The basic point of that piece is simple: the view that Bob was long a pluralist defender of the American status quo, and that his writings from late 1970’s on about worker’s control, economic inequality, and the “impediments” to democracy in the U.S. represented a departure, was simply wrong. Since his earliest scholarship — his dissertation was entitled “Socialist Programs and Democratic Politics: An Analysis” — Bob had both engaged the political and theoretical traditions of the left, and been a critic of capitalism and the ways that it “impeded” democracy. Dahl’s 1986 “Democracy, Liberty, and Equality,” a collection of essays ranging from the early 1940’s to the 1980’s, illustrates the striking continuity of his concerns about the complicated relationships among capitalism, socialism, and democracy. The volume includes his first published essay, “On The Theory of Democratic Socialism” (1940), a critique of both Soviet-style economic planning and marginalist economics, and a defense of the model of market socialism developed by Oskar Lange; “Workers’ Control of Industry and the British Labor Party,” an article on exactly what its title suggests, originally published in the American Political Science Review (vol. 1, no. 5, October 1947); “Marxism and Free Parties (1948),” a nuanced critique of Marxist thinking about political parties written on the occasion of the centennial of The Communist Manifesto and originally published in Journal of Politics (vol. 10, no. 4); and articles published in the 1980’s on the theme of procedural democracy and the limits of contemporary “polyarchies.”
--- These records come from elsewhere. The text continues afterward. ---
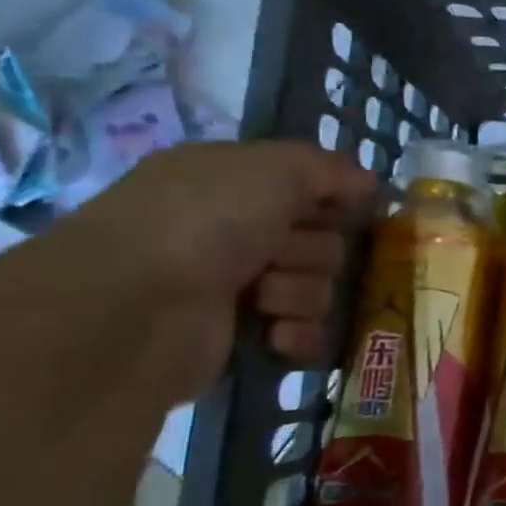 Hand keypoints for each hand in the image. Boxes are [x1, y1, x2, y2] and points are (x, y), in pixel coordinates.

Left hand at [52, 141, 379, 404]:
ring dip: (299, 292)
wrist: (135, 308)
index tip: (340, 209)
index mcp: (235, 184)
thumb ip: (330, 169)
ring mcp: (236, 286)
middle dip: (312, 252)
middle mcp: (234, 231)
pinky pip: (303, 332)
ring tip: (261, 298)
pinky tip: (276, 334)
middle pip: (322, 241)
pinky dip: (298, 333)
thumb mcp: (275, 169)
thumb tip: (370, 182)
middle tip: (277, 255)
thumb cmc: (205, 221)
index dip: (331, 200)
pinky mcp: (240, 336)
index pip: (311, 188)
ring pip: (317, 288) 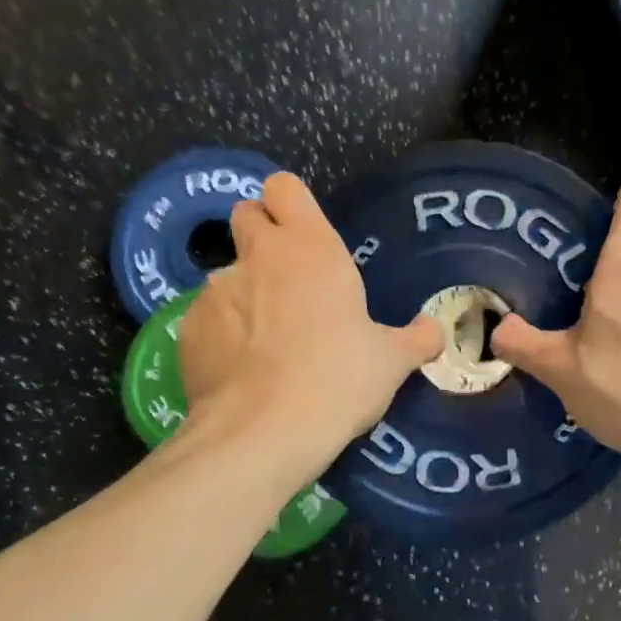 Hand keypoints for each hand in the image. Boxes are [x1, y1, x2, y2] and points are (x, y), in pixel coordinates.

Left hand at [178, 172, 441, 454]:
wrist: (263, 433)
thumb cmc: (338, 380)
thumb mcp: (391, 361)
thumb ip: (416, 338)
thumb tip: (433, 330)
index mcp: (309, 248)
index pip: (283, 187)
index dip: (290, 204)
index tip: (303, 234)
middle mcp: (258, 255)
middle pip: (246, 215)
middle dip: (261, 236)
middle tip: (286, 279)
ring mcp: (215, 290)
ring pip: (226, 273)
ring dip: (244, 293)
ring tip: (265, 343)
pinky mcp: (187, 327)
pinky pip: (206, 317)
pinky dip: (221, 333)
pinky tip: (240, 370) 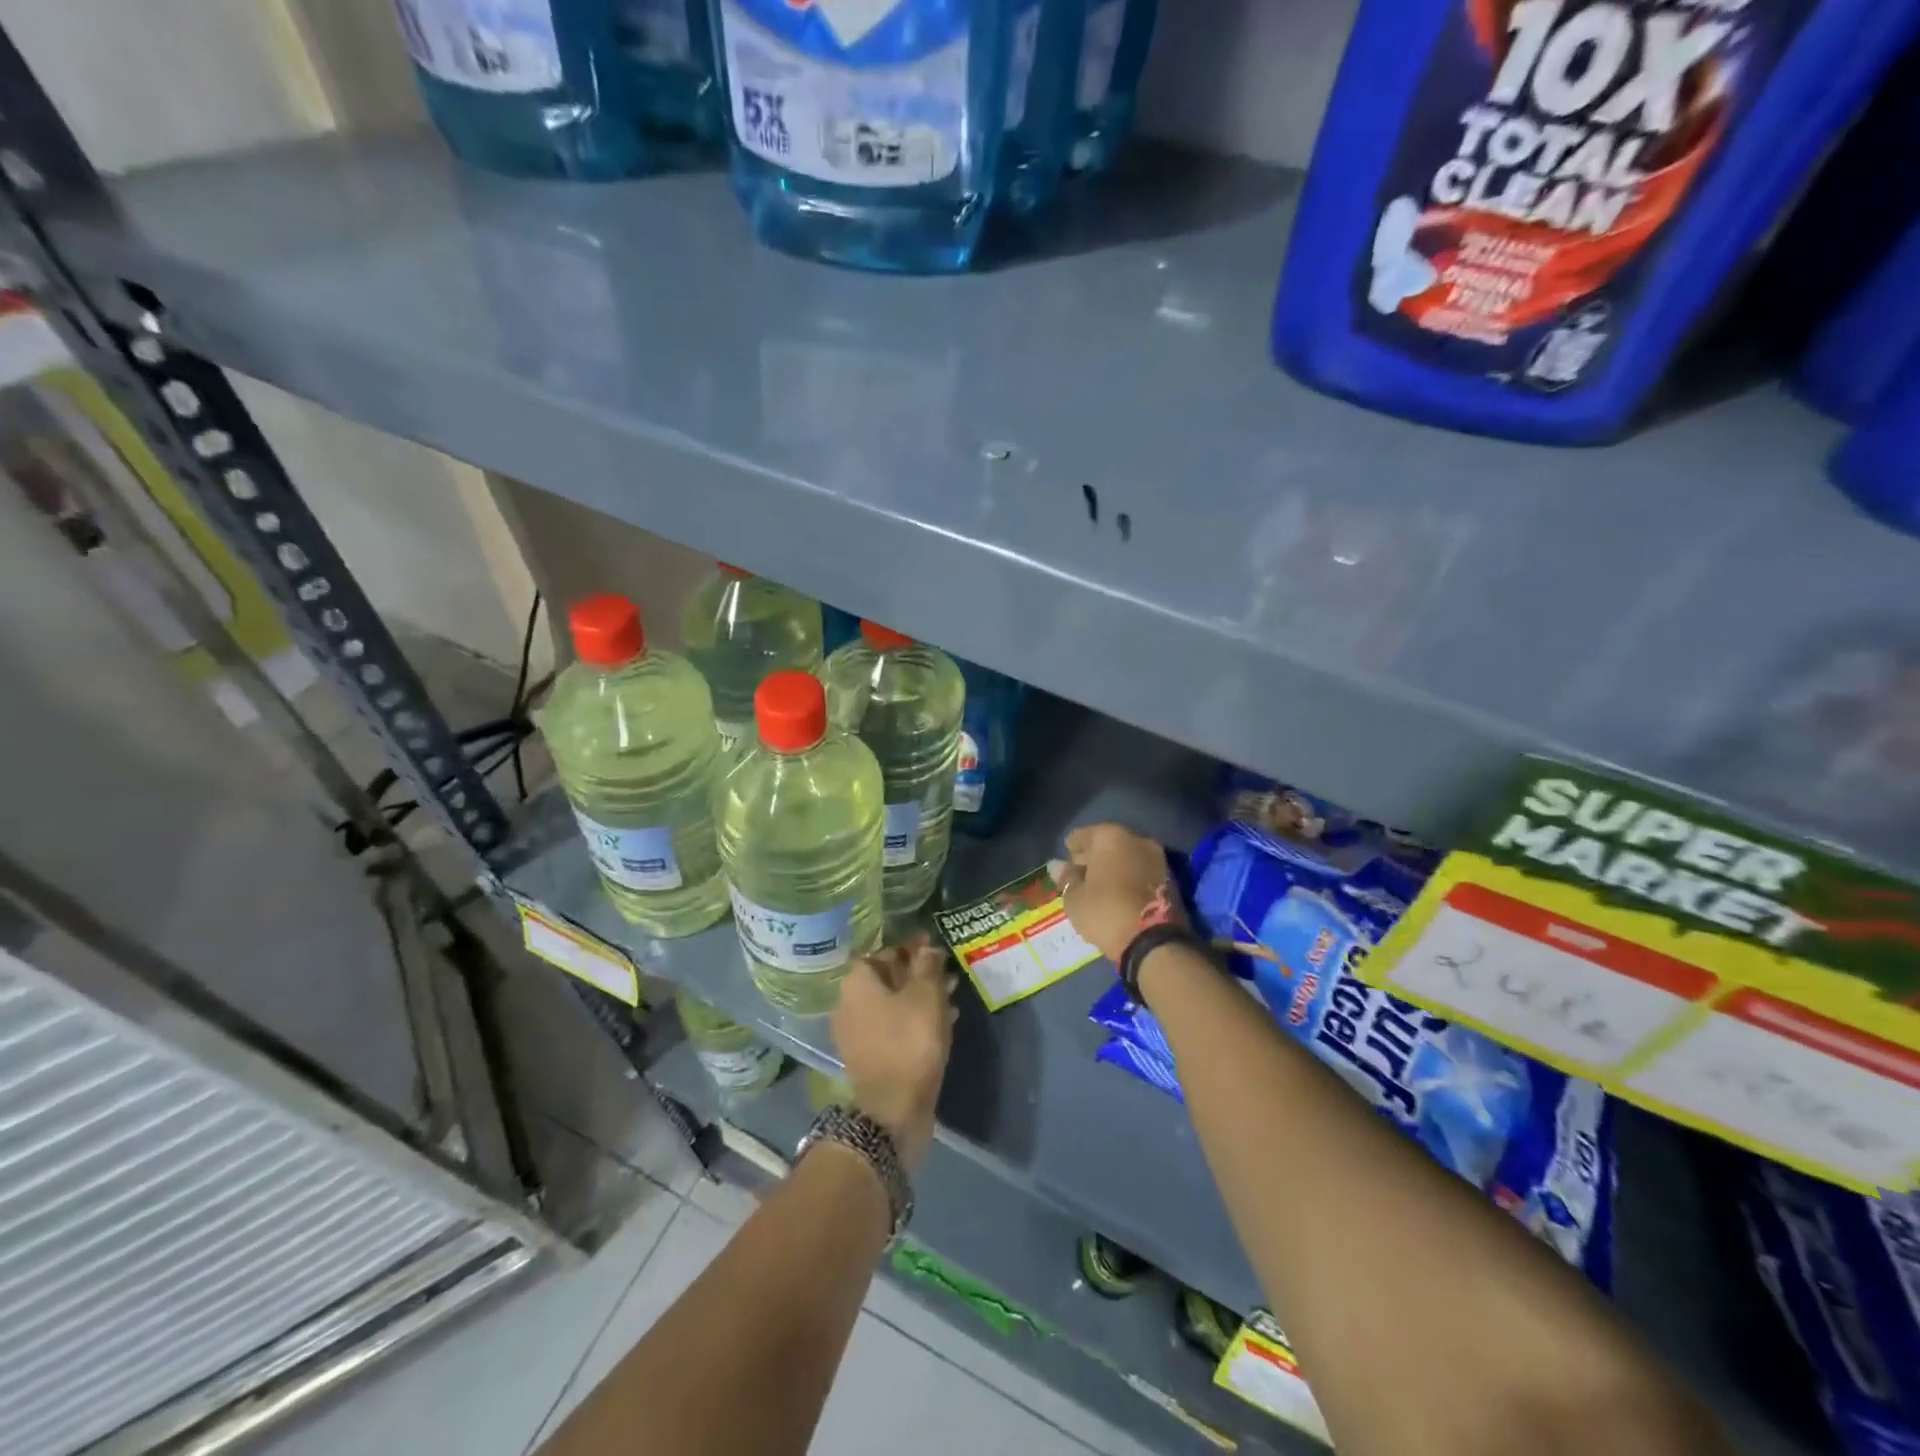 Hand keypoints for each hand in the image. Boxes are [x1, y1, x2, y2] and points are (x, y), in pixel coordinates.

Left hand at [833, 936, 956, 1171]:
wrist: (893, 1110)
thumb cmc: (909, 1042)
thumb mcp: (926, 996)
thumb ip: (927, 966)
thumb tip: (926, 947)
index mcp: (857, 983)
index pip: (881, 951)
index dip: (909, 947)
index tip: (933, 947)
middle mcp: (848, 1003)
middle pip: (886, 977)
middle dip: (917, 973)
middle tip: (946, 973)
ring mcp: (856, 1032)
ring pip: (892, 1003)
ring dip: (919, 997)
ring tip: (951, 997)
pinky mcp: (869, 1056)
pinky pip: (893, 1027)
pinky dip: (914, 1020)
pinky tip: (942, 1022)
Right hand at [1056, 823, 1183, 964]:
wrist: (1154, 941)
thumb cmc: (1105, 911)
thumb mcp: (1074, 898)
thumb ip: (1066, 878)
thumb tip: (1057, 866)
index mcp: (1109, 836)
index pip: (1081, 836)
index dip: (1070, 851)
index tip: (1065, 867)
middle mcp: (1136, 839)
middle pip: (1106, 843)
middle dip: (1093, 857)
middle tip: (1080, 877)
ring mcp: (1156, 857)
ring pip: (1126, 856)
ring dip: (1113, 868)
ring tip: (1099, 889)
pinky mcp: (1170, 878)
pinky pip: (1140, 871)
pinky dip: (1129, 878)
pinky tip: (1118, 895) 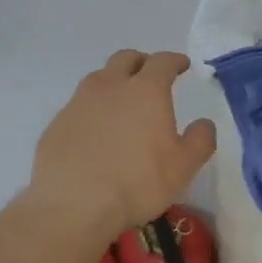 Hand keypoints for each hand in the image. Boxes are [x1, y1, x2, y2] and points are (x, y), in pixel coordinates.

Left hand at [30, 50, 216, 239]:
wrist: (73, 203)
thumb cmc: (137, 182)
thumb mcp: (183, 167)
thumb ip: (200, 140)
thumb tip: (204, 123)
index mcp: (146, 90)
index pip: (163, 62)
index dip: (175, 60)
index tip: (182, 64)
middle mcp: (110, 86)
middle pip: (126, 59)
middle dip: (142, 62)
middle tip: (151, 75)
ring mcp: (79, 102)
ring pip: (99, 78)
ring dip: (114, 82)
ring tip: (122, 101)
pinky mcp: (57, 123)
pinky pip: (79, 105)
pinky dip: (92, 109)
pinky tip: (96, 131) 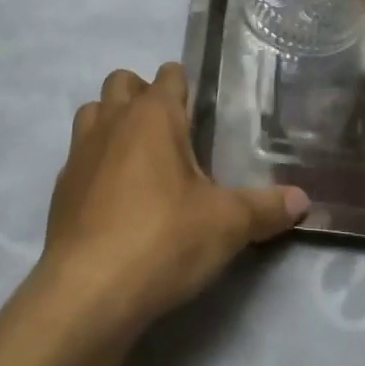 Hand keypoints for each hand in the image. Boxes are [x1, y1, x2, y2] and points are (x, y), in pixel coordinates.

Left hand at [35, 64, 308, 342]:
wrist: (87, 291)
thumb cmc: (163, 239)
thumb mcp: (226, 225)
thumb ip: (265, 208)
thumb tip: (303, 200)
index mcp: (153, 115)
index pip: (169, 74)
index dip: (185, 86)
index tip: (201, 111)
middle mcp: (112, 120)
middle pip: (122, 82)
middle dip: (143, 94)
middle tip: (170, 133)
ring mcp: (80, 152)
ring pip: (93, 112)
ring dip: (112, 122)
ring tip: (139, 158)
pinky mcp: (61, 187)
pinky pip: (79, 156)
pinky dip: (95, 163)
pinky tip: (114, 198) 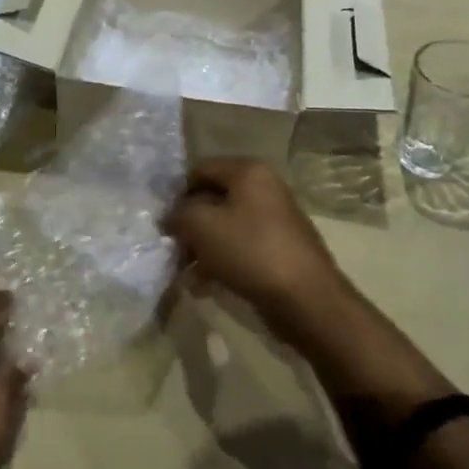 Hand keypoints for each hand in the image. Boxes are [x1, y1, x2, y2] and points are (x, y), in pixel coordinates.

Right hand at [162, 158, 351, 338]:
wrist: (306, 299)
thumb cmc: (250, 251)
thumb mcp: (202, 226)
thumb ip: (178, 214)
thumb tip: (169, 216)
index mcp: (249, 172)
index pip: (200, 170)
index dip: (177, 193)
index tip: (162, 220)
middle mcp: (265, 189)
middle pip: (213, 199)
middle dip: (189, 224)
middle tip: (171, 248)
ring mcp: (274, 220)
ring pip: (225, 226)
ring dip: (202, 246)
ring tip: (185, 271)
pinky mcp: (279, 249)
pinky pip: (240, 247)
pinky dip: (221, 261)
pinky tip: (204, 284) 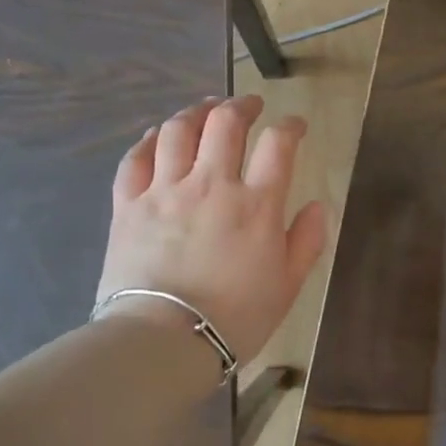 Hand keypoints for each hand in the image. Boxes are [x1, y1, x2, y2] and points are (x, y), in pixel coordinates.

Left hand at [96, 95, 327, 363]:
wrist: (164, 340)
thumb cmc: (235, 318)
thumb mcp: (288, 285)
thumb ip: (306, 240)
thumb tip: (316, 205)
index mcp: (256, 204)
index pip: (279, 144)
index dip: (291, 126)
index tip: (296, 126)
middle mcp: (212, 184)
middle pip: (226, 122)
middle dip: (243, 105)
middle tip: (250, 105)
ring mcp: (165, 190)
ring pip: (178, 130)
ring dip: (196, 112)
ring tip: (205, 110)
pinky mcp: (129, 205)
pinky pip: (136, 158)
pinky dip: (149, 140)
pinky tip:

When Dahl published “A Preface to Economic Democracy” in 1986, he was doing nothing new, except perhaps making clearer to those less familiar with his work that these had always been his concerns. And when he published a number of essays in Dissent magazine about “Democracy in the Workplace” (1984), “Social Reality and ‘Free Markets’ (1990), and “The Ills of the System” (1993), he was simply continuing to write about the things that had always interested him. Indeed, I vividly recall one particular conversation with Bob about Irving Howe’s autobiography, “A Margin of Hope,” shortly after the book was published in 1984. Bob admired Howe and thought the book was terrific; and Bob took particular pleasure in sharing this with me, along with his support for Democratic Socialists of America, because he knew that I was a former student, and friend, of Michael Harrington, another man for whom Dahl had enormous respect.
In 2003 I was appointed chair of my department at Indiana University. For years I had corresponded with Bob about my frustrations with the department, my belief that I was better off writing for Dissent magazine, and my sense that the political science discipline had become too thoroughly professionalized (he agreed). And now I was chair of a large, research-oriented, Midwestern political science department. One of the first things I did was to invite Bob– along with his devoted wife Ann– to visit Bloomington, and to give our department’s prestigious endowed Hyneman Lecture. Bob was already in his late 80s at the time. He had never before visited Bloomington and he was not traveling much anymore. But he had been a friend of Charles Hyneman’s, and he had a talk on James Madison — a Madisonian critique of American democracy — that he wished to give. And so he came. I am certain the main reason he came was for me, because I invited him, and he knew how important it was to me and for my goals for the department that he come. He was very devoted to this former student of his; I know that I am not alone among his former students in reporting such devotion. His talk was terrific. There were two dinners, some lunches, a number of receptions. Every one of my colleagues got to meet and spend time with him. He was so engaged, so charming.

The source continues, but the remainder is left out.